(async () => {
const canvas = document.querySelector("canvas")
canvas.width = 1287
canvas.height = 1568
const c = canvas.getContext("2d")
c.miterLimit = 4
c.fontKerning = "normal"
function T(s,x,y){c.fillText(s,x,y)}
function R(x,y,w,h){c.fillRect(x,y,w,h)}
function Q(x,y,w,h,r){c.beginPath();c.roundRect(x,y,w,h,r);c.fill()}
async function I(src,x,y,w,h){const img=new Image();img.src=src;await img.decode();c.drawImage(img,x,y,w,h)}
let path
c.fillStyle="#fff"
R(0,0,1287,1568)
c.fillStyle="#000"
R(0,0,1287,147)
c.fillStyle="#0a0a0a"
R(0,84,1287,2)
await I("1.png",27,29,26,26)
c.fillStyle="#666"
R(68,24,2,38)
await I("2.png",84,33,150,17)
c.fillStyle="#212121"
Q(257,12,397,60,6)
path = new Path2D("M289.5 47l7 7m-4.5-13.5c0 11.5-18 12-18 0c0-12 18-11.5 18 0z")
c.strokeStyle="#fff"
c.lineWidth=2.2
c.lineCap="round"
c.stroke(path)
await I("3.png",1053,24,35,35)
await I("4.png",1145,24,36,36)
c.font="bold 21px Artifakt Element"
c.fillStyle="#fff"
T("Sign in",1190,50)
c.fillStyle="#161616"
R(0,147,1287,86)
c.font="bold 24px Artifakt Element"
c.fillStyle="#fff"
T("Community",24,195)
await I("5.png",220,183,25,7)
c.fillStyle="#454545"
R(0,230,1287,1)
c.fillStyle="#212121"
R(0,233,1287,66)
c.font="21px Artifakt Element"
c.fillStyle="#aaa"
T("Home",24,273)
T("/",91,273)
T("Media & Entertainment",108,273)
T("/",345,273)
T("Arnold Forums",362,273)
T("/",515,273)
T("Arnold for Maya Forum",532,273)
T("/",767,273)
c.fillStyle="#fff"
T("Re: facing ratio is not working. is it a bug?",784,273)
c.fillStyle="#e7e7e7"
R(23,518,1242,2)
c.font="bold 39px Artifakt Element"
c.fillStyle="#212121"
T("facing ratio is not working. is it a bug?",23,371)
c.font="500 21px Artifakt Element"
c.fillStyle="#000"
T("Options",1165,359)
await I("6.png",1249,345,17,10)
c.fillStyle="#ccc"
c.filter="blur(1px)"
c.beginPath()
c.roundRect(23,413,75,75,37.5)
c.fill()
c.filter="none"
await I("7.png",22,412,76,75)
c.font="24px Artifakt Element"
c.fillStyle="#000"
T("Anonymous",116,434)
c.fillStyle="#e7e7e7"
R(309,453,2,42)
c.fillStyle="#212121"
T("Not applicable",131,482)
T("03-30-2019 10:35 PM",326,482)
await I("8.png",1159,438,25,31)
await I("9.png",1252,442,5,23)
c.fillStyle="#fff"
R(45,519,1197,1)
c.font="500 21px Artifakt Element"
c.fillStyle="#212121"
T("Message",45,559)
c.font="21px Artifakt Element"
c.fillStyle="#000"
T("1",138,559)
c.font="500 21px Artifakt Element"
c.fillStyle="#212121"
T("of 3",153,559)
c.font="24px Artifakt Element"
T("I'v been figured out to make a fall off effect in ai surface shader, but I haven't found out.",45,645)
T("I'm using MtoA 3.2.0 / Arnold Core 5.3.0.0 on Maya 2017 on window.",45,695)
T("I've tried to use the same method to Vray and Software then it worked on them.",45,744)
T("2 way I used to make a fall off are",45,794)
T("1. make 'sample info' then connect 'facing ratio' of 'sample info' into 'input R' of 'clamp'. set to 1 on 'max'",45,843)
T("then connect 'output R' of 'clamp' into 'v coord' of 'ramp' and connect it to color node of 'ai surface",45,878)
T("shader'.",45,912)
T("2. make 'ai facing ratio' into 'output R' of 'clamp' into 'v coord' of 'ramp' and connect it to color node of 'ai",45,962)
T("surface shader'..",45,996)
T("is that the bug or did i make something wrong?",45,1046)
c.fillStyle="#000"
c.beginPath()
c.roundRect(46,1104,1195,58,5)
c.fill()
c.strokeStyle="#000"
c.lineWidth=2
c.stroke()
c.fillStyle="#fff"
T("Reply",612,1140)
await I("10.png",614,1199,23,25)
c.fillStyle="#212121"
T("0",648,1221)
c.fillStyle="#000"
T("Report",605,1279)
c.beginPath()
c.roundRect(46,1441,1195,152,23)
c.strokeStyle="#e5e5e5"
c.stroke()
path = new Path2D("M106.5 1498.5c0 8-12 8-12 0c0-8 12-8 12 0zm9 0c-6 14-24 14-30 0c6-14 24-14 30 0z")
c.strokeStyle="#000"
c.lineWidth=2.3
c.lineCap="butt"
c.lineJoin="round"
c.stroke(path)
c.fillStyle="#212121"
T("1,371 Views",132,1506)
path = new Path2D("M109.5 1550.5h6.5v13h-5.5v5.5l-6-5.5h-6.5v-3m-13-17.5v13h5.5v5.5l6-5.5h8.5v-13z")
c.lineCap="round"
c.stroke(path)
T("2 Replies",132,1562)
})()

**REQUIRED WORK**: Write out every line from the entries where "async" appears.

**WRITTEN RESPONSE**:
(async () => {
async function I(src,x,y,w,h){const img=new Image();img.src=src;await img.decode();c.drawImage(img,x,y,w,h)}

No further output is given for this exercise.